In the case that a hotel user report should also appear with a star-rating scheme in the rich snippets, Google recommends the following markup:
<div itemscope itemtype="http://schema.org/Review"> <div itemprop="itemReviewed" itemscope itemtype="http://schema.org/Hotel"> <span itemprop="name">hotel name</span> </div> <span itemprop="reviewRating" itemscope itemtype="http://schema.org/Rating"> <span itemprop="ratingValue">4</span> </span> stars - <b>"<span itemprop="name">title of review</span>"</b> <span itemprop="author" itemscope itemtype="http://schema.org/Person"> <span itemprop="name">author</span> </span> <span itemprop="reviewBody">review text</span> </div>
Breadcrumbs with microdata tagging
Breadcrumbs offer a further option for displaying additional information in the SERPS. This feature revolves around the markup of a site’s navigation structure, which gives search engine users the ability to exactly locate the webpage within a given internet presence. Here is a typical example for adding breadcrumb trails to HTML code:
<ol> <li> <a href="http://www.provider.com/hotels/">Hotels</a> </li> <li> <a href="http://www.provider.com/hotels/UK/">Hotels in the UK</a> </li> <li> <a href="http://www.providers.com/hotels/UK/London/">Hotels in London</a> </li> <ol>
The example above shows a list element (ordered list, ol) that contains the links of a website’s various subpages.
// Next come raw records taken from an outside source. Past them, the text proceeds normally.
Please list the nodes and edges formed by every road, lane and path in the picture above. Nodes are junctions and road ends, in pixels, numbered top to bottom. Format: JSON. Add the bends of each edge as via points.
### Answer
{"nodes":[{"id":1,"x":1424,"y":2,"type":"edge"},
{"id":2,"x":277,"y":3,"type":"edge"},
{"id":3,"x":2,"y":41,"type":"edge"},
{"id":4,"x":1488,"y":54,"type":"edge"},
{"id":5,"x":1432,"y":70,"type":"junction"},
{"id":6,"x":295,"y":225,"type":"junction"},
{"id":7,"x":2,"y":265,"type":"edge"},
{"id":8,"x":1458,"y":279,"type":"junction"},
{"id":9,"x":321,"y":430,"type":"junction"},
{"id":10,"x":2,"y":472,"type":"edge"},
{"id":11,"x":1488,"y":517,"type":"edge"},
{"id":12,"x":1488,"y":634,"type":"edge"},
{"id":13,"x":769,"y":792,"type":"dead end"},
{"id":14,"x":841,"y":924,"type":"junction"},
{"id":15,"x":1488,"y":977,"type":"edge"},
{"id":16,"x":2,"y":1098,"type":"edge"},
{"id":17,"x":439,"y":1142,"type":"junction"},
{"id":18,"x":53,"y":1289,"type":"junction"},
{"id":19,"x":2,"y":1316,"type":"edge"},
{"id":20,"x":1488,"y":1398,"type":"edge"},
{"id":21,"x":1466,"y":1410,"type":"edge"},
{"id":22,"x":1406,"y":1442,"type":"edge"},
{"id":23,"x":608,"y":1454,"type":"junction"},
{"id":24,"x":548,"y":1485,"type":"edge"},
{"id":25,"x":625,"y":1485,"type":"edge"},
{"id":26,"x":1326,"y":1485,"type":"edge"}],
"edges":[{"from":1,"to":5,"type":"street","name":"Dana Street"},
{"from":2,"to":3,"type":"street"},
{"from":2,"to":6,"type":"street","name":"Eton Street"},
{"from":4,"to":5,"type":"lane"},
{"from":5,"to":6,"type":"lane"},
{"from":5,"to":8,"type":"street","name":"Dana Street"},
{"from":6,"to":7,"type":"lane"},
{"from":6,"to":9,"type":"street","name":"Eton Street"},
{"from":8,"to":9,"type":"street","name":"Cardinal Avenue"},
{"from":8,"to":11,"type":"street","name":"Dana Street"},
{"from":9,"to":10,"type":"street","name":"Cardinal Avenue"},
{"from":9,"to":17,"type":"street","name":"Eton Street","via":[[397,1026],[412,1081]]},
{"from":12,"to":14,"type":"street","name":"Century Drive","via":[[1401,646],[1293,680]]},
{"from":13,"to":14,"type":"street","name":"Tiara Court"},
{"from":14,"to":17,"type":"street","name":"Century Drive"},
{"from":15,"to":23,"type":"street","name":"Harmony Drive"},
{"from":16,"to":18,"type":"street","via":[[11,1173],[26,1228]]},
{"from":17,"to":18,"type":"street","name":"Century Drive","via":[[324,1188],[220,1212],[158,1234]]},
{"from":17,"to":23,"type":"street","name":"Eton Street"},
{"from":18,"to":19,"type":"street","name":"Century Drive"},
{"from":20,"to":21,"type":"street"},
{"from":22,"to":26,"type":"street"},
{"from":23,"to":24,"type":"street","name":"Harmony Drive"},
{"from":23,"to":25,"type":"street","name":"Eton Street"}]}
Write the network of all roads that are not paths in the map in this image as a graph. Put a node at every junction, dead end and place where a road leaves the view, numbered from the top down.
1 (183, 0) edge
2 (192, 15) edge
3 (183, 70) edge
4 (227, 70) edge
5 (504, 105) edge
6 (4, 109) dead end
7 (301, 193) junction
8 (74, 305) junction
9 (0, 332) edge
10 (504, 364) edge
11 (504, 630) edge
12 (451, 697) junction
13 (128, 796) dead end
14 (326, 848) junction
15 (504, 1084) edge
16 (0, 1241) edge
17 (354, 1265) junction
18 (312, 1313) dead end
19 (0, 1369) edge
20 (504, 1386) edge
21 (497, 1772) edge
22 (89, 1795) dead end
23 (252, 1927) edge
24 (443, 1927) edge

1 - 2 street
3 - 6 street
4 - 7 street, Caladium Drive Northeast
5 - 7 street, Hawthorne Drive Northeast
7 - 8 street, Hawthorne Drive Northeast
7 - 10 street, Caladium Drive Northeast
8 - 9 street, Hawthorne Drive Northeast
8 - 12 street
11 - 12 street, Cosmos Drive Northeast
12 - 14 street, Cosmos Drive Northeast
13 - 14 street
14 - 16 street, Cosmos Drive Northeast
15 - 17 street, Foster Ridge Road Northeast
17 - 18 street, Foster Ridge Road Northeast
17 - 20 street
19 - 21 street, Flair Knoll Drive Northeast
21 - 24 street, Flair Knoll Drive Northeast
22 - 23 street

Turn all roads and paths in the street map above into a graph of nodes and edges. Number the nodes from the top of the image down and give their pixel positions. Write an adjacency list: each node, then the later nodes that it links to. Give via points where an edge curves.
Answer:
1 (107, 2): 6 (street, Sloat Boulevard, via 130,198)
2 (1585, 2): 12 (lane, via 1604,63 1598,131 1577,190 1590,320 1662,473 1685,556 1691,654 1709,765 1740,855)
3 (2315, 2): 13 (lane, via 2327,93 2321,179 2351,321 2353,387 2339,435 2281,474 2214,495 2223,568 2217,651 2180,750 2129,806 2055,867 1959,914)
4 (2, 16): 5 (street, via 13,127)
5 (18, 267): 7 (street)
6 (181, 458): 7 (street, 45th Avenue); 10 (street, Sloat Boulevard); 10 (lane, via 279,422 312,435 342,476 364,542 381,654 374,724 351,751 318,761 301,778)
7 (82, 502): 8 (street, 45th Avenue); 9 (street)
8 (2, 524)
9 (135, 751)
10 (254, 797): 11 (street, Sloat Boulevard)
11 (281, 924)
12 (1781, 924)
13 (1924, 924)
In order to markup this navigation structure for programs, like web browsers or search engine crawlers, the following Schema.org microdata syntax is used:
<ol itemscope itemtype="http://schema.org/BreadcrumbList"> <li itemprop="itemListElement" itemscope itemtype="http://schema.org/ListItem"> <a itemprop="item" href="http://www.provider.com/hotels/"> <span itemprop="name">Hotels</span></a> <meta itemprop="position" content="1" /> </li> <li itemprop="itemListElement" itemscope itemtype="http://schema.org/ListItem"> <a itemprop="item" href="http://www.provider.com/hotels/UK/"> <span itemprop="name">Hotels in the UK</span></a> <meta itemprop="position" content="2" /> </li> <li itemprop="itemListElement" itemscope itemtype="http://schema.org/ListItem"> <a itemprop="item" href="http://www.provider.com/hotels/UK/London/"> <span itemprop="name">Hotels in London</span></a> <meta itemprop="position" content="3" /> </li> </ol>
The list element, <ol>, is defined with the itemscope attribute as an item and is assigned via itemtype to the schema, ‘BreadcrumbList’. For every ‘breadcrumb’ located within the site’s navigation structure, an individual itemscope with the itemtype, ‘ListItem’ is opened. Each of the breadcrumb trail’s list items is then assigned the itemprops ‘name’, ‘item’, and ‘position’ as properties. Marked up in machine-readable form, these contain the values for the name, URL, and the position of a given breadcrumb within the breadcrumb trail.